━━ DATA SHOWN ━━

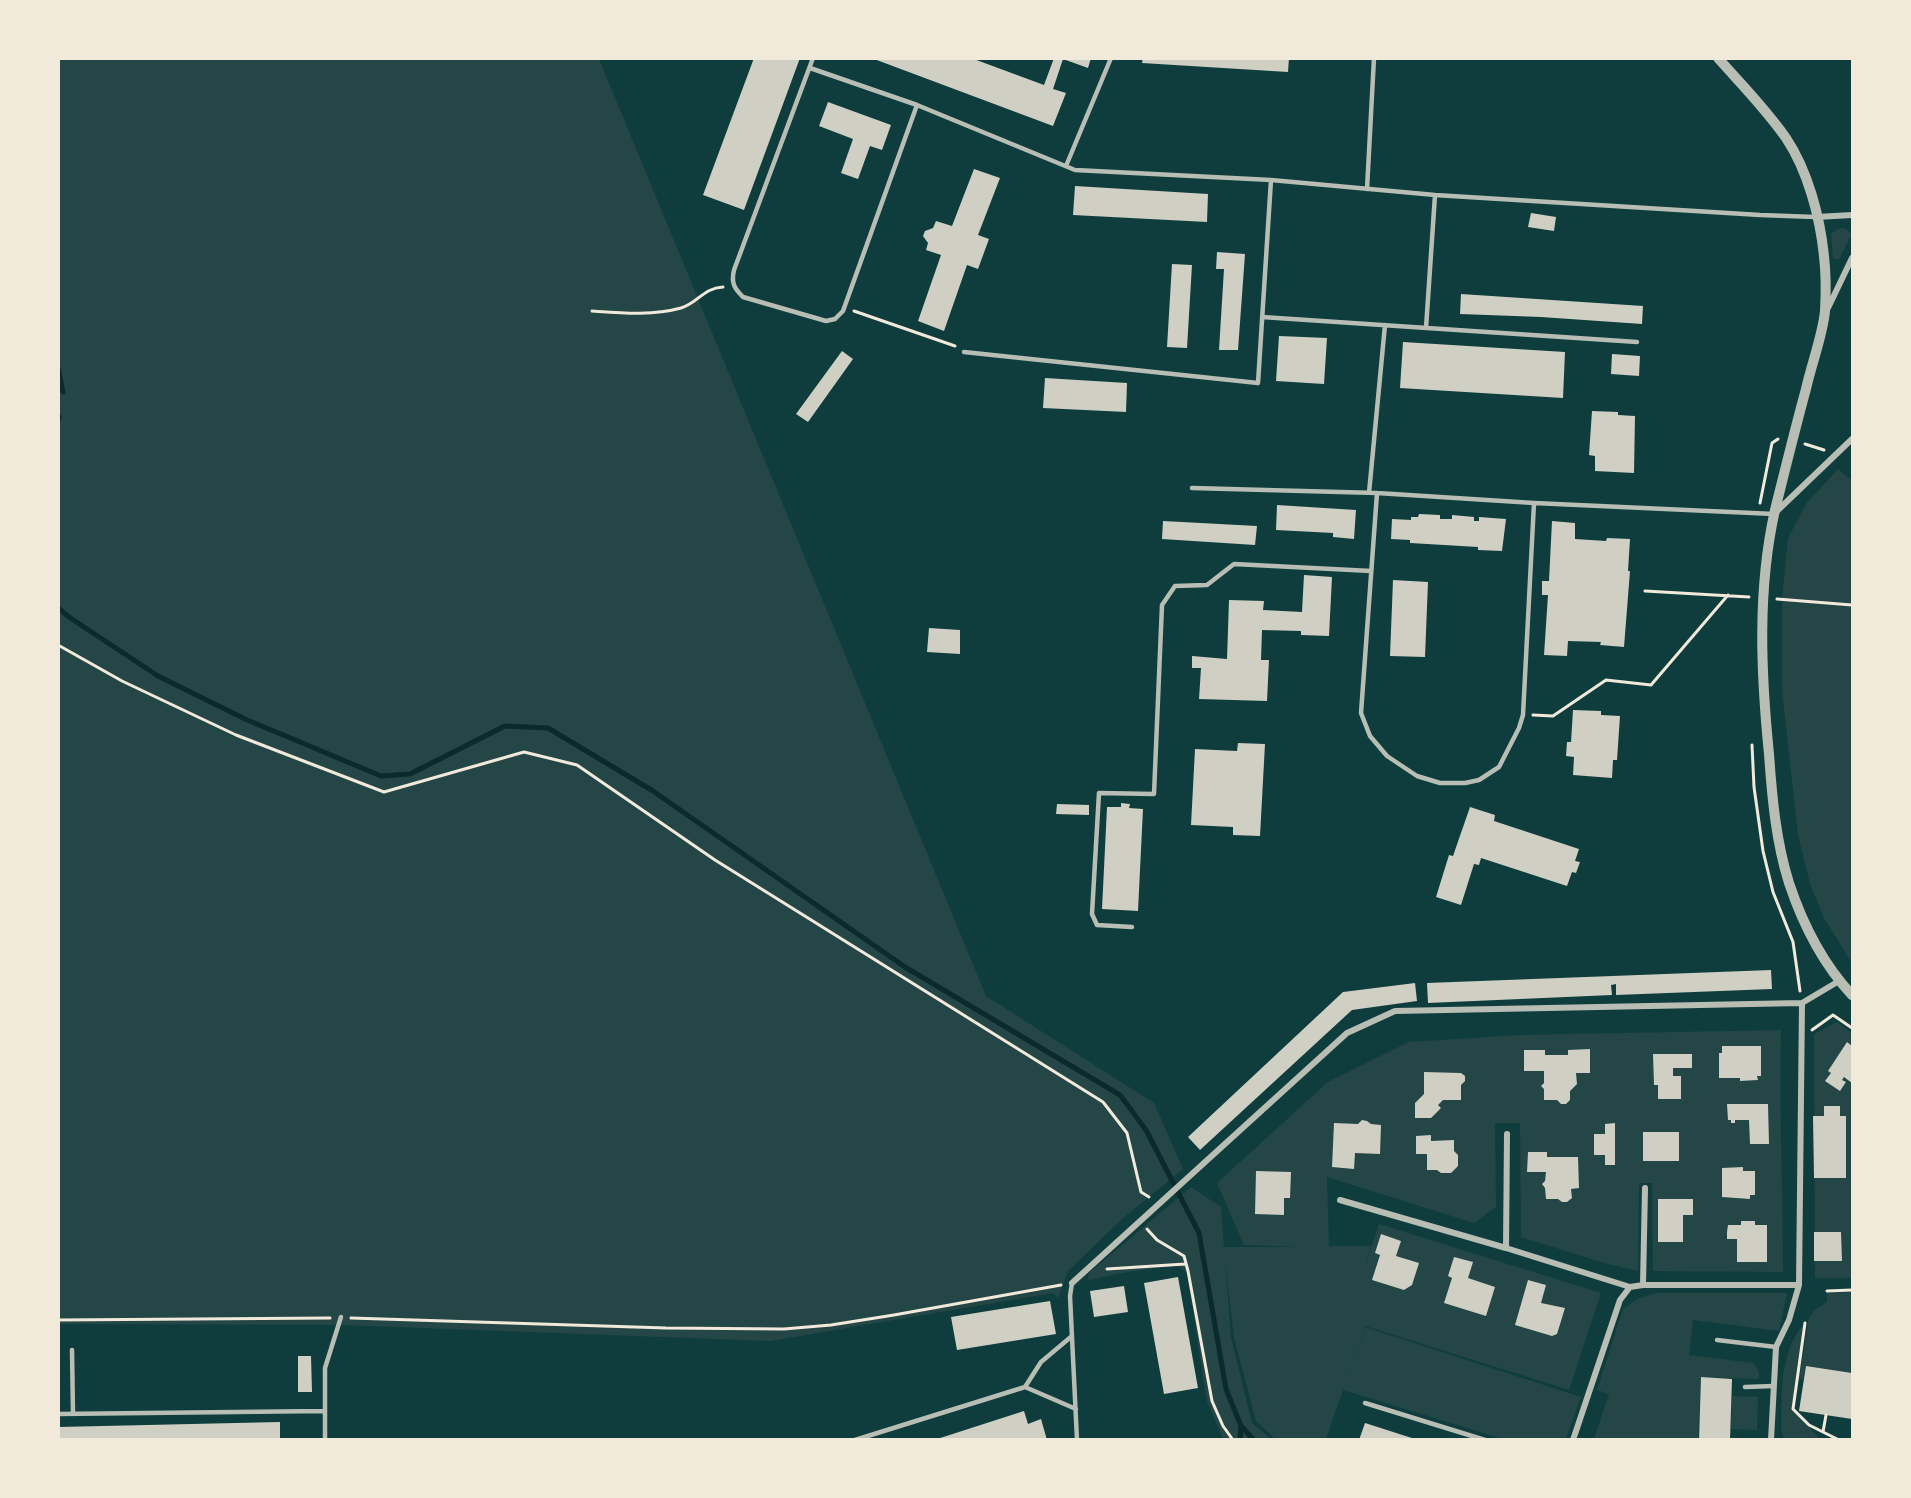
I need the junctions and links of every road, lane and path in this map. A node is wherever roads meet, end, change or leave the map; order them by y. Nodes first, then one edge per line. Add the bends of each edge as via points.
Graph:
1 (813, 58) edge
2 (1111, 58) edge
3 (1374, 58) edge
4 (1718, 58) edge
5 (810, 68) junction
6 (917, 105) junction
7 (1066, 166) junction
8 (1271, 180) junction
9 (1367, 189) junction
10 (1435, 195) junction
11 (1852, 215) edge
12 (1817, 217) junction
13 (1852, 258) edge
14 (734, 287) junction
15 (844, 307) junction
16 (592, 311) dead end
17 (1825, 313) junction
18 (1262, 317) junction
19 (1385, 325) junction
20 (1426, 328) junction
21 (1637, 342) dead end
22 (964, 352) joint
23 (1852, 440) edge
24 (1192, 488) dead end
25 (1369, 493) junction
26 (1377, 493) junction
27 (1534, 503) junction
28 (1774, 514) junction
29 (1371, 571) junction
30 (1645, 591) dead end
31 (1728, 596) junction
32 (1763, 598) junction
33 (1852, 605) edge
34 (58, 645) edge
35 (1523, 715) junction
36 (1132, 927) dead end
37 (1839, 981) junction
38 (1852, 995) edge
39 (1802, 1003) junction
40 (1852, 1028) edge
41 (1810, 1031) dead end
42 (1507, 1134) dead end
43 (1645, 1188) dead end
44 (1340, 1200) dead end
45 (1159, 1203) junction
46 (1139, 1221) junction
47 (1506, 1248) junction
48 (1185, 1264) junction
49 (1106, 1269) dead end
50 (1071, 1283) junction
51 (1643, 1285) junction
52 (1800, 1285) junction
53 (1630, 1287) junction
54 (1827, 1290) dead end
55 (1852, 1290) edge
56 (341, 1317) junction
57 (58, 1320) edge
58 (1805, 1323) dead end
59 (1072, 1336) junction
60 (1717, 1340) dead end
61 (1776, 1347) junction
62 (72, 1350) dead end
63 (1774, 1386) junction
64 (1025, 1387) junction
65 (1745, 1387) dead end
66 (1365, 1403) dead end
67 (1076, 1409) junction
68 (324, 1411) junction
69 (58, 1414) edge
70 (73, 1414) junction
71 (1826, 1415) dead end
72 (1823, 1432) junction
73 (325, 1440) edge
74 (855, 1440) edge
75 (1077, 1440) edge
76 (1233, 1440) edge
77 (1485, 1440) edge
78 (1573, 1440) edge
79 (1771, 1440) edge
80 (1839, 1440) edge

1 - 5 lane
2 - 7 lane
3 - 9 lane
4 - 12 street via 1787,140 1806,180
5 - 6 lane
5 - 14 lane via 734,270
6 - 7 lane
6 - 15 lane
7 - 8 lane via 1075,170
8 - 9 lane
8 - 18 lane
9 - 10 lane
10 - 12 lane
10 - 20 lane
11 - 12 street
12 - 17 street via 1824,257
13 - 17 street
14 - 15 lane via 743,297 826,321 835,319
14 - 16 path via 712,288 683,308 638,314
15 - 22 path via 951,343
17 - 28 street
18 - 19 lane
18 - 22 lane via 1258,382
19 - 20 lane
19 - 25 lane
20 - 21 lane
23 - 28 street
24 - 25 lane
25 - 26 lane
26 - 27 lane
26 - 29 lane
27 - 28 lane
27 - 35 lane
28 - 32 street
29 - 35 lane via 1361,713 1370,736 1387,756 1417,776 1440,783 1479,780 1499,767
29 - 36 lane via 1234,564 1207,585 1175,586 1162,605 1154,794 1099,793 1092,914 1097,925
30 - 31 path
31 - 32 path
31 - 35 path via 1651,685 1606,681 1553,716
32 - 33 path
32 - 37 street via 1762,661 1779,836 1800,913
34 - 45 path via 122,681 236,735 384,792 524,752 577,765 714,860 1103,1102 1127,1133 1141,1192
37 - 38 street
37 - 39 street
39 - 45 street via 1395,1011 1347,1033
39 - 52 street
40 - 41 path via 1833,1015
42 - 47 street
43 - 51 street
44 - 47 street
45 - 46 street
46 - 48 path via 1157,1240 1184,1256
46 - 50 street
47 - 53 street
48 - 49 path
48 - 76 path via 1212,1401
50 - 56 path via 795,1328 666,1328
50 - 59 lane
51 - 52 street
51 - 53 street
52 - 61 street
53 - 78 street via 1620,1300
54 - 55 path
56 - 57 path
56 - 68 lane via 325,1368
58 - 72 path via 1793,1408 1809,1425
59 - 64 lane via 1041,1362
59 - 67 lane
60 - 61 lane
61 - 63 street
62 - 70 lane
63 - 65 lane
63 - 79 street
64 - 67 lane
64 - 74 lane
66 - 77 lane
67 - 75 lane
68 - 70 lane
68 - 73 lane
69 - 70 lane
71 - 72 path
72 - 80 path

━━━

> TASK
When you reproduce the entries above, keep every word exactly and leave out each picture.

> COMPLETED TASK
I need the junctions and links of every road, lane and path in this map. A node is wherever roads meet, end, change or leave the map; order them by y. Nodes first, then one edge per line. Add the bends of each edge as via points.
Graph:
1 (813, 58) edge
2 (1111, 58) edge
3 (1374, 58) edge
4 (1718, 58) edge
5 (810, 68) junction
6 (917, 105) junction
7 (1066, 166) junction
8 (1271, 180) junction
9 (1367, 189) junction
10 (1435, 195) junction
11 (1852, 215) edge
12 (1817, 217) junction
13 (1852, 258) edge
14 (734, 287) junction
15 (844, 307) junction
16 (592, 311) dead end
17 (1825, 313) junction
18 (1262, 317) junction
19 (1385, 325) junction
20 (1426, 328) junction
21 (1637, 342) dead end
22 (964, 352) joint
23 (1852, 440) edge
24 (1192, 488) dead end
25 (1369, 493) junction
26 (1377, 493) junction
27 (1534, 503) junction
28 (1774, 514) junction
29 (1371, 571) junction
30 (1645, 591) dead end
31 (1728, 596) junction
32 (1763, 598) junction
33 (1852, 605) edge
34 (58, 645) edge
35 (1523, 715) junction
36 (1132, 927) dead end
37 (1839, 981) junction
38 (1852, 995) edge
39 (1802, 1003) junction
40 (1852, 1028) edge
41 (1810, 1031) dead end
42 (1507, 1134) dead end
43 (1645, 1188) dead end
44 (1340, 1200) dead end
45 (1159, 1203) junction
46 (1139, 1221) junction
47 (1506, 1248) junction
48 (1185, 1264) junction
49 (1106, 1269) dead end
50 (1071, 1283) junction
51 (1643, 1285) junction
52 (1800, 1285) junction
53 (1630, 1287) junction
54 (1827, 1290) dead end
55 (1852, 1290) edge
56 (341, 1317) junction
57 (58, 1320) edge
58 (1805, 1323) dead end
59 (1072, 1336) junction
60 (1717, 1340) dead end
61 (1776, 1347) junction
62 (72, 1350) dead end
63 (1774, 1386) junction
64 (1025, 1387) junction
65 (1745, 1387) dead end
66 (1365, 1403) dead end
67 (1076, 1409) junction
68 (324, 1411) junction
69 (58, 1414) edge
70 (73, 1414) junction
71 (1826, 1415) dead end
72 (1823, 1432) junction
73 (325, 1440) edge
74 (855, 1440) edge
75 (1077, 1440) edge
76 (1233, 1440) edge
77 (1485, 1440) edge
78 (1573, 1440) edge
79 (1771, 1440) edge
80 (1839, 1440) edge

1 - 5 lane
2 - 7 lane
3 - 9 lane
4 - 12 street via 1787,140 1806,180
5 - 6 lane
5 - 14 lane via 734,270
6 - 7 lane
6 - 15 lane
7 - 8 lane via 1075,170
8 - 9 lane
8 - 18 lane
9 - 10 lane
10 - 12 lane
10 - 20 lane
11 - 12 street
12 - 17 street via 1824,257
13 - 17 street
14 - 15 lane via 743,297 826,321 835,319
14 - 16 path via 712,288 683,308 638,314
15 - 22 path via 951,343
17 - 28 street
18 - 19 lane
18 - 22 lane via 1258,382
19 - 20 lane
19 - 25 lane
20 - 21 lane
23 - 28 street
24 - 25 lane
25 - 26 lane
26 - 27 lane
26 - 29 lane
27 - 28 lane
27 - 35 lane
28 - 32 street
29 - 35 lane via 1361,713 1370,736 1387,756 1417,776 1440,783 1479,780 1499,767
29 - 36 lane via 1234,564 1207,585 1175,586 1162,605 1154,794 1099,793 1092,914 1097,925
30 - 31 path
31 - 32 path
31 - 35 path via 1651,685 1606,681 1553,716
32 - 33 path
32 - 37 street via 1762,661 1779,836 1800,913
34 - 45 path via 122,681 236,735 384,792 524,752 577,765 714,860 1103,1102 1127,1133 1141,1192
37 - 38 street
37 - 39 street
39 - 45 street via 1395,1011 1347,1033
39 - 52 street
40 - 41 path via 1833,1015
42 - 47 street
43 - 51 street
44 - 47 street
45 - 46 street
46 - 48 path via 1157,1240 1184,1256
46 - 50 street
47 - 53 street
48 - 49 path
48 - 76 path via 1212,1401
50 - 56 path via 795,1328 666,1328
50 - 59 lane
51 - 52 street
51 - 53 street
52 - 61 street
53 - 78 street via 1620,1300
54 - 55 path
56 - 57 path
56 - 68 lane via 325,1368
58 - 72 path via 1793,1408 1809,1425
59 - 64 lane via 1041,1362
59 - 67 lane
60 - 61 lane
61 - 63 street
62 - 70 lane
63 - 65 lane
63 - 79 street
64 - 67 lane
64 - 74 lane
66 - 77 lane
67 - 75 lane
68 - 70 lane
68 - 73 lane
69 - 70 lane
71 - 72 path
72 - 80 path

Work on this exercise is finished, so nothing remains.